*Task instructions:* The result should be every line in the data below that carries the string "High".

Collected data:
══════════════════════════════
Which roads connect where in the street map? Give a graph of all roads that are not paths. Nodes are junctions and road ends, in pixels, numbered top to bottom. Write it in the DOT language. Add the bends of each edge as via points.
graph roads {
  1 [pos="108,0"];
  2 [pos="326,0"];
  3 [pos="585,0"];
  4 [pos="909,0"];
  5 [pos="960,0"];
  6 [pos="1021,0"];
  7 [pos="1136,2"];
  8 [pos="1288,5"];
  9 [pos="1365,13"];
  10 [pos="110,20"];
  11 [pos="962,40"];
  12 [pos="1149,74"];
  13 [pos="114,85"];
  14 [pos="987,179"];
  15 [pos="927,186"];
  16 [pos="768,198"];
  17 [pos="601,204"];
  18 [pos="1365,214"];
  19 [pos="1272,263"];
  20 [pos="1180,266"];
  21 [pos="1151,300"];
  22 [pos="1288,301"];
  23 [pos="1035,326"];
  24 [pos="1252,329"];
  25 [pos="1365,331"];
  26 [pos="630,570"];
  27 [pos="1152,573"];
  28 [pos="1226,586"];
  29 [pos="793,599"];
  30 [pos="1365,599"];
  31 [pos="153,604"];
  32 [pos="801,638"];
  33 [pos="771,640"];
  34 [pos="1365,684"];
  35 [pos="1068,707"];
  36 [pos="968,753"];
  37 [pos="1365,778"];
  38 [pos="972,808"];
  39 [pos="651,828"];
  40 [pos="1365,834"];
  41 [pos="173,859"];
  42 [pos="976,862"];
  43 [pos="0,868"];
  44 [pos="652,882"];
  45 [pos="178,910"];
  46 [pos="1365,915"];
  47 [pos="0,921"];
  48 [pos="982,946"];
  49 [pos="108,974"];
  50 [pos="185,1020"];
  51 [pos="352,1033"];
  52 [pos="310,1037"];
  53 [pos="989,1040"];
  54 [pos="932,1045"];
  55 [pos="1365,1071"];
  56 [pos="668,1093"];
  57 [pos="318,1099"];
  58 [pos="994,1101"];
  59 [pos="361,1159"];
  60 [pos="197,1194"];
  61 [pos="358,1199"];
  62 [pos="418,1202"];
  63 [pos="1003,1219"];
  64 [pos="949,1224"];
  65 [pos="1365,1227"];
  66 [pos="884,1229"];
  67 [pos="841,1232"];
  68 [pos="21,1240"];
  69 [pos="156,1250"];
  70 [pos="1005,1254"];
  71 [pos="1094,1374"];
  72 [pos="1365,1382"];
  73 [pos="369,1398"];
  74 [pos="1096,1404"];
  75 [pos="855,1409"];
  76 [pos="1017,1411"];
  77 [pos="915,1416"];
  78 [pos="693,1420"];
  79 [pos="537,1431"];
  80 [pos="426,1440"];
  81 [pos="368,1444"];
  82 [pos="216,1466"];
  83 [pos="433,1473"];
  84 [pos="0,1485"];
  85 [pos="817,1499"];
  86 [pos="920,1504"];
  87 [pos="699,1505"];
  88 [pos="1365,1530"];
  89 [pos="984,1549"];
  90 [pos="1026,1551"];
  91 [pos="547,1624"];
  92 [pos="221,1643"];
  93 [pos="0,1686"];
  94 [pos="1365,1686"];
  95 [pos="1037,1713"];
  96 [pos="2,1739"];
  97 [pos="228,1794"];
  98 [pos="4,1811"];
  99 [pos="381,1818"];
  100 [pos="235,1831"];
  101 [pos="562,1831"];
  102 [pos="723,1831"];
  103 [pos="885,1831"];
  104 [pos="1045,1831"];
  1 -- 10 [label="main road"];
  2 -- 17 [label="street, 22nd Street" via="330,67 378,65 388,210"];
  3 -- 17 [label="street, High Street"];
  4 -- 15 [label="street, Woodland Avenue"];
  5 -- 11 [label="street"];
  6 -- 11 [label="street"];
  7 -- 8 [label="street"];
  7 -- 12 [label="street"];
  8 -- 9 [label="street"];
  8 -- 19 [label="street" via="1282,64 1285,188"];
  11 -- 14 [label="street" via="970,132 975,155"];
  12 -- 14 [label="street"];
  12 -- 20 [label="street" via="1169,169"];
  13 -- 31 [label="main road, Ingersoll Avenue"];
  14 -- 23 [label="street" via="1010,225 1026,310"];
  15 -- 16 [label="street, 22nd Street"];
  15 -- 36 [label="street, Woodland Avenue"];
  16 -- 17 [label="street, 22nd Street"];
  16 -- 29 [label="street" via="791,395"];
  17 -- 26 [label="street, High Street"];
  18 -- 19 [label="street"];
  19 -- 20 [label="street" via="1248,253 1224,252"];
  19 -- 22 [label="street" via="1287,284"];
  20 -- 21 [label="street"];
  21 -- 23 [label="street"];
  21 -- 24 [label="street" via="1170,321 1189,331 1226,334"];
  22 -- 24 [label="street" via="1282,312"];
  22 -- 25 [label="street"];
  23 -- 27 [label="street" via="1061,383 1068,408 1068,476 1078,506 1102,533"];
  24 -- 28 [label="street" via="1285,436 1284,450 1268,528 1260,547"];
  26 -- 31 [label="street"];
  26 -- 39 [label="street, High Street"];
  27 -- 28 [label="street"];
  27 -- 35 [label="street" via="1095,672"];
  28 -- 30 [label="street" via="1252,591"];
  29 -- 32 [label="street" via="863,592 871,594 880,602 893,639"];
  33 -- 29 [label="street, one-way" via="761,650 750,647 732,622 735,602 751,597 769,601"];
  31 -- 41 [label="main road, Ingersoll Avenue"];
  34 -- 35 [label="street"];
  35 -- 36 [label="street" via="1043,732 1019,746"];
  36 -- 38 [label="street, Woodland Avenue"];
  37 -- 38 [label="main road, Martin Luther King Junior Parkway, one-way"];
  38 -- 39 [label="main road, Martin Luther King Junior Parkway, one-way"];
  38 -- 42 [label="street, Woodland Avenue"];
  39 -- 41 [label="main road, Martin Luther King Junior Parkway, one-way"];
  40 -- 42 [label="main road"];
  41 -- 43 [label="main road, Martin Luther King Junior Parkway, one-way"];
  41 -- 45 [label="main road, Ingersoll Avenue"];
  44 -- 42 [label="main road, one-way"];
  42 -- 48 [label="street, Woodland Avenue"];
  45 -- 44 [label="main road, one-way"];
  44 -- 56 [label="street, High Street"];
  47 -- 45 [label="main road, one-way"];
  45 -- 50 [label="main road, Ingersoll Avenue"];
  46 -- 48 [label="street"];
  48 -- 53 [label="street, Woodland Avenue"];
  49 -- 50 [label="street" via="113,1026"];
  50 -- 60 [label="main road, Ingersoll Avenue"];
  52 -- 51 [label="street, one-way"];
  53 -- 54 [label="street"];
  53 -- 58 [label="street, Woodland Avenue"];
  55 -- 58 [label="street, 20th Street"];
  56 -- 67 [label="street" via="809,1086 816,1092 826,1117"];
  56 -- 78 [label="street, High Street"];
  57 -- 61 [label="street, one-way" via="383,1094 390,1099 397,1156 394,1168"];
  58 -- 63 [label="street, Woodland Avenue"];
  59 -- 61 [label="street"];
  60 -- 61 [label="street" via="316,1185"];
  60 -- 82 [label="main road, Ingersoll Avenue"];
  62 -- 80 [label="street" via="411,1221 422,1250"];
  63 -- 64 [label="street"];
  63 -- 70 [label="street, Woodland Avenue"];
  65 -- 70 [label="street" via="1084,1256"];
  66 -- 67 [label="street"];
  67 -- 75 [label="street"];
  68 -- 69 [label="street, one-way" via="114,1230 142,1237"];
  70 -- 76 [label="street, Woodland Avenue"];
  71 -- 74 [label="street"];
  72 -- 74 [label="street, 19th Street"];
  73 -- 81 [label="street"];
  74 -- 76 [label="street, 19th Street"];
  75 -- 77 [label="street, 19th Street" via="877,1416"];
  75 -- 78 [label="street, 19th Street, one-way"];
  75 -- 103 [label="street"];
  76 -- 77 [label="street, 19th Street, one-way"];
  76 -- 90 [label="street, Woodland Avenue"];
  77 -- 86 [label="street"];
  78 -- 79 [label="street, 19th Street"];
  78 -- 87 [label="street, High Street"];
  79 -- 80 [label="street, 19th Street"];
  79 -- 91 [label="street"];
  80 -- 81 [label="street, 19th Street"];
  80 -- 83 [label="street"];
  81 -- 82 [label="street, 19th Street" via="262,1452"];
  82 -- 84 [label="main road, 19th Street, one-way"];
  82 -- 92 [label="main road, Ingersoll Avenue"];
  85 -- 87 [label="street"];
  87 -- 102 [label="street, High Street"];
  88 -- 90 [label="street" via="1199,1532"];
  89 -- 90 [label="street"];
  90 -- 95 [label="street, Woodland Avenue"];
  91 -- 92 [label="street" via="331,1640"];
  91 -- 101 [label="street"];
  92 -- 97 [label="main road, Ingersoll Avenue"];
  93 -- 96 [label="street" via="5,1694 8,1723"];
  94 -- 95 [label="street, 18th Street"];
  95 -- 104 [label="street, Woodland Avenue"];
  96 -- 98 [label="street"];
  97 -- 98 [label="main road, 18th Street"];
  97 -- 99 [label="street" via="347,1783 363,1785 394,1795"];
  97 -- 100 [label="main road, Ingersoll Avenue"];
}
══════════════════════════════
*Answer to this task:*
  3 -- 17 [label="street, High Street"];
  17 -- 26 [label="street, High Street"];
  26 -- 39 [label="street, High Street"];
  44 -- 56 [label="street, High Street"];
  56 -- 78 [label="street, High Street"];
  78 -- 87 [label="street, High Street"];
  87 -- 102 [label="street, High Street"];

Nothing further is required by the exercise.